Similar to the @ManagedResource annotation, the @IntegrationManagedResource marks a class as being eligible to be exported as an MBean. However, it is exported only if the application context has an IntegrationMBeanExporter.

Certain Spring Integration classes (in the org.springframework.integration) package) that were previously annotated with`@ManagedResource` are now annotated with both @ManagedResource and @IntegrationManagedResource. This is for backwards compatibility (see the next item). Such MBeans are exported by any context MBeanServer or by an IntegrationMBeanExporter (but not both — if both exporters are present, the bean is exported by the integration exporter if the bean matches a managed-components pattern).

Consolidated MBeans

Certain classes within the framework (mapping routers, for example) have additional attributes and operations over and above those provided by metrics and Lifecycle. We use a Router as an example here.

Previously, beans of these types were exported as two distinct MBeans:

  • The metrics MBean (with an object name such as intDomain:type=MessageHandler,name=myRouter,bean=endpoint). This MBean had metrics attributes and metrics/Lifecycle operations.

  • A second MBean (with an object name such as ctxDomain:name=org.springframework.integration.config. RouterFactoryBean#0,type=MethodInvokingRouter`) was exported with the channel mappings attribute and operations.

    Now the attributes and operations are consolidated into a single MBean. The object name depends on the exporter. If exported by the integration MBean exporter, the object name is, for example: intDomain:type=MessageHandler,name=myRouter,bean=endpoint. If exported by another exporter, the object name is, for example: ctxDomain:name=org.springframework.integration.config. RouterFactoryBean#0,type=MethodInvokingRouter. There is no difference between these MBeans (aside from the object name), except that the statistics are not enabled (the attributes are 0) by exporters other than the integration exporter. You can enable statistics at runtime by using the JMX operations. When exported by the integration MBean exporter, the initial state can be managed as described earlier.
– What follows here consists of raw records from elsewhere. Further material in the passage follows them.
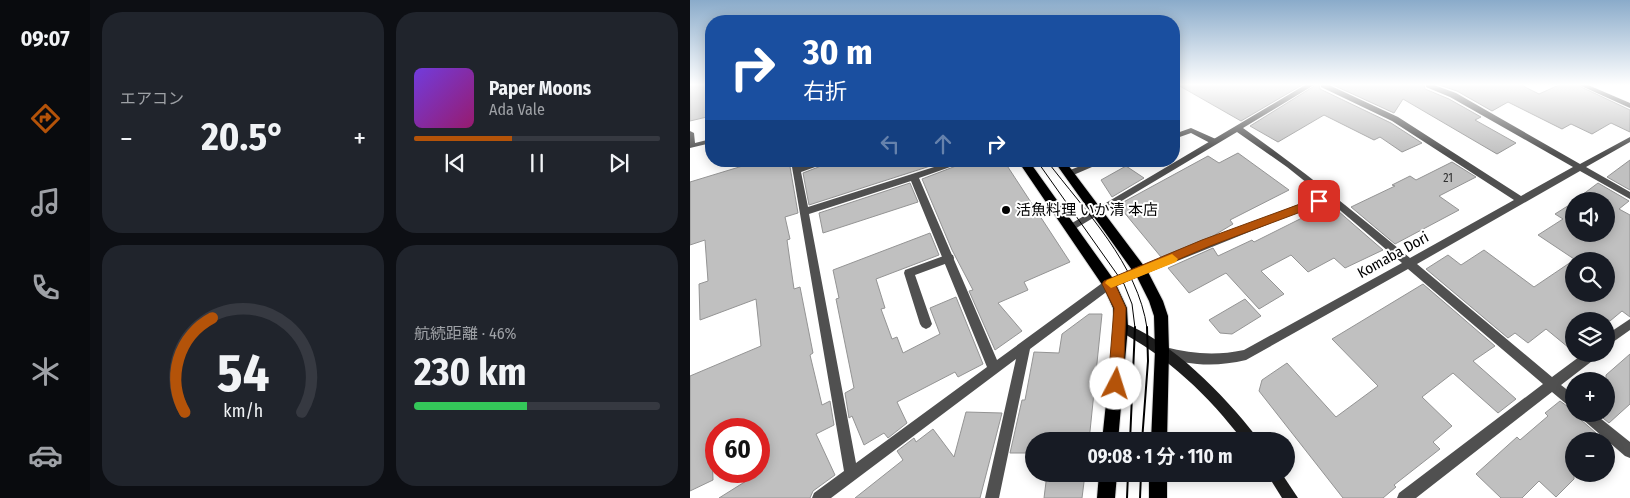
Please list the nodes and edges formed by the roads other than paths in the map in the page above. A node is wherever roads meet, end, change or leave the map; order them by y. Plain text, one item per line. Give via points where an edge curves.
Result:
1 (1270, 108) edge
2 (1373, 108) edge
3 (1476, 108) edge
4 (1236, 128) junction
5 (690, 133) edge
6 (1180, 135) edge
7 (1630, 139) edge
8 (705, 142) edge
9 (1215, 142) junction
10 (1180, 163) edge
11 (796, 167) edge
12 (945, 167) edge
13 (1027, 167) edge
14 (1063, 167) edge
15 (1086, 167) edge
16 (1173, 167) edge
17 (1580, 168) junction
18 (1068, 174) junction
19 (914, 177) junction
20 (1329, 196) junction
21 (1630, 196) edge
22 (1521, 200) junction
23 (804, 212) junction
24 (1096, 213) junction
25 (1070, 228) junction
26 (949, 258) junction
27 (1408, 264) junction
28 (1141, 272) junction
29 (1108, 284) junction
30 (926, 324) dead end
31 (1630, 324) edge
32 (1121, 328) junction
33 (1615, 335) edge
34 (1025, 345) junction
35 (1162, 351) junction
36 (1582, 362) edge
37 (994, 368) junction
38 (1552, 385) junction
39 (1565, 396) edge
40 (1596, 422) edge
41 (1111, 432) edge
42 (1159, 432) edge
43 (1245, 432) edge
44 (1630, 450) edge
45 (851, 474) junction
46 (1107, 482) edge
47 (1158, 482) edge
48 (1280, 482) edge
49 (819, 498) edge
50 (992, 498) edge
51 (1106, 498) edge
52 (1158, 498) edge
53 (1291, 498) edge
54 (1404, 498) edge

1 - 4 street
2 - 22 street via 1395,119
3 - 17 street
4 - 9 street
4 - 20 street
5 - 8 street via 691,146
6 - 9 street via 1191,130
7 - 17 street, Komaba Dori
9 - 10 street
11 - 23 street
12 - 19 street
13 - 25 main road
14 - 18 main road
15 - 18 street
16 - 24 street
17 - 21 street
17 - 22 street, Komaba Dori
18 - 24 main road
19 - 23 street
19 - 26 street
20 - 27 street
20 - 28 street via 1206,243
22 - 27 street, Komaba Dori
23 - 45 street
24 - 25 street
24 - 28 main road
25 - 29 main road
26 - 30 street via 909,273
26 - 37 street
27 - 35 street, Komaba Dori via 1246,355 1197,361
27 - 38 street
28 - 29 street
28 - 35 main road via 1161,316
29 - 32 main road via 1120,308
29 - 34 street
31 - 33 street
32 - 35 street via 1136,333
32 - 41 main road
34 - 37 street
34 - 50 street
35 - 42 main road
35 - 43 street via 1233,416
36 - 38 street
37 - 45 street
38 - 39 street
38 - 54 street
40 - 44 street
45 - 49 street
46 - 51 main road
47 - 52 main road
48 - 53 street

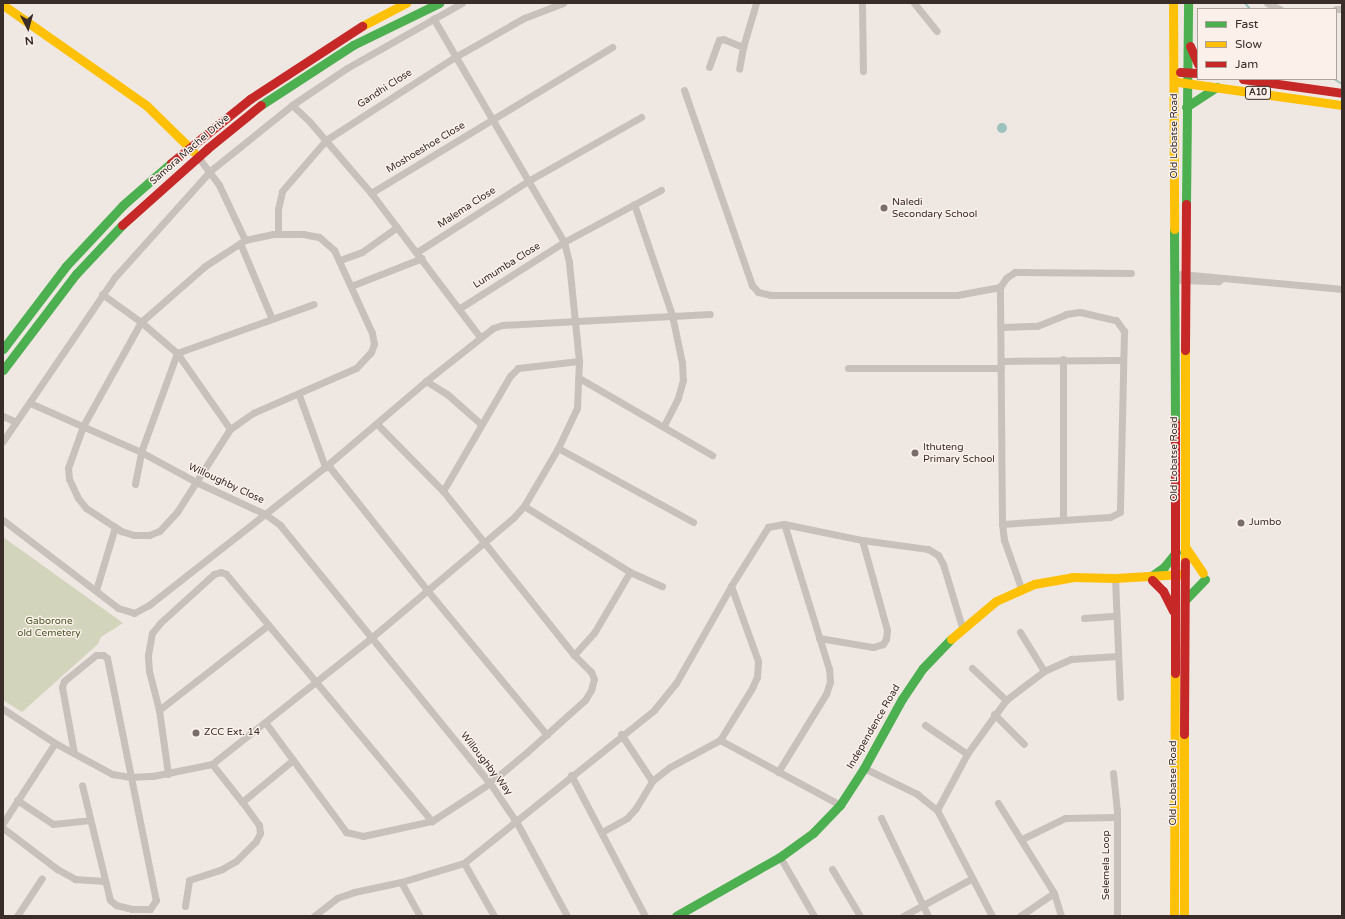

    If you currently use the second MBean to change, for example, channel mappings and you use the integration MBean exporter, note that the object name has changed because of the MBean consolidation. There is no change if you are not using the integration MBean exporter.
MBean Exporter Bean Name Patterns

Previously, the managed-components patterns were inclusive only. If a bean name matched one of the patterns, it would be included. Now, the pattern can be negated by prefixing it with !. For example, !thing*, things matches all bean names that do not start with thing except things. Patterns are evaluated left to right. The first match (positive or negative) wins, and then no further patterns are applied.

The addition of this syntax to the pattern causes one possible (although perhaps unlikely) problem. If you have a bean named "!thing" and you included a pattern of !thing in your MBean exporter’s managed-components patterns, it no longer matches; the pattern now matches all beans not named thing. In this case, you can escape the ! in the pattern with \. The \!thing pattern matches a bean named !thing.
IntegrationMBeanExporter changes

The IntegrationMBeanExporter no longer implements SmartLifecycle. This means that start() and stop() operations are no longer available to register and unregister MBeans. The MBeans are now registered during context initialization and unregistered when the context is destroyed.

Orderly Shutdown Managed Operation

The MBean exporter provides a JMX operation to shut down the application in an orderly manner, intended for use before terminating the JVM. The following example shows how to use it:

public void stopActiveComponents(long howLong)

Its use and operation are described in Orderly Shutdown.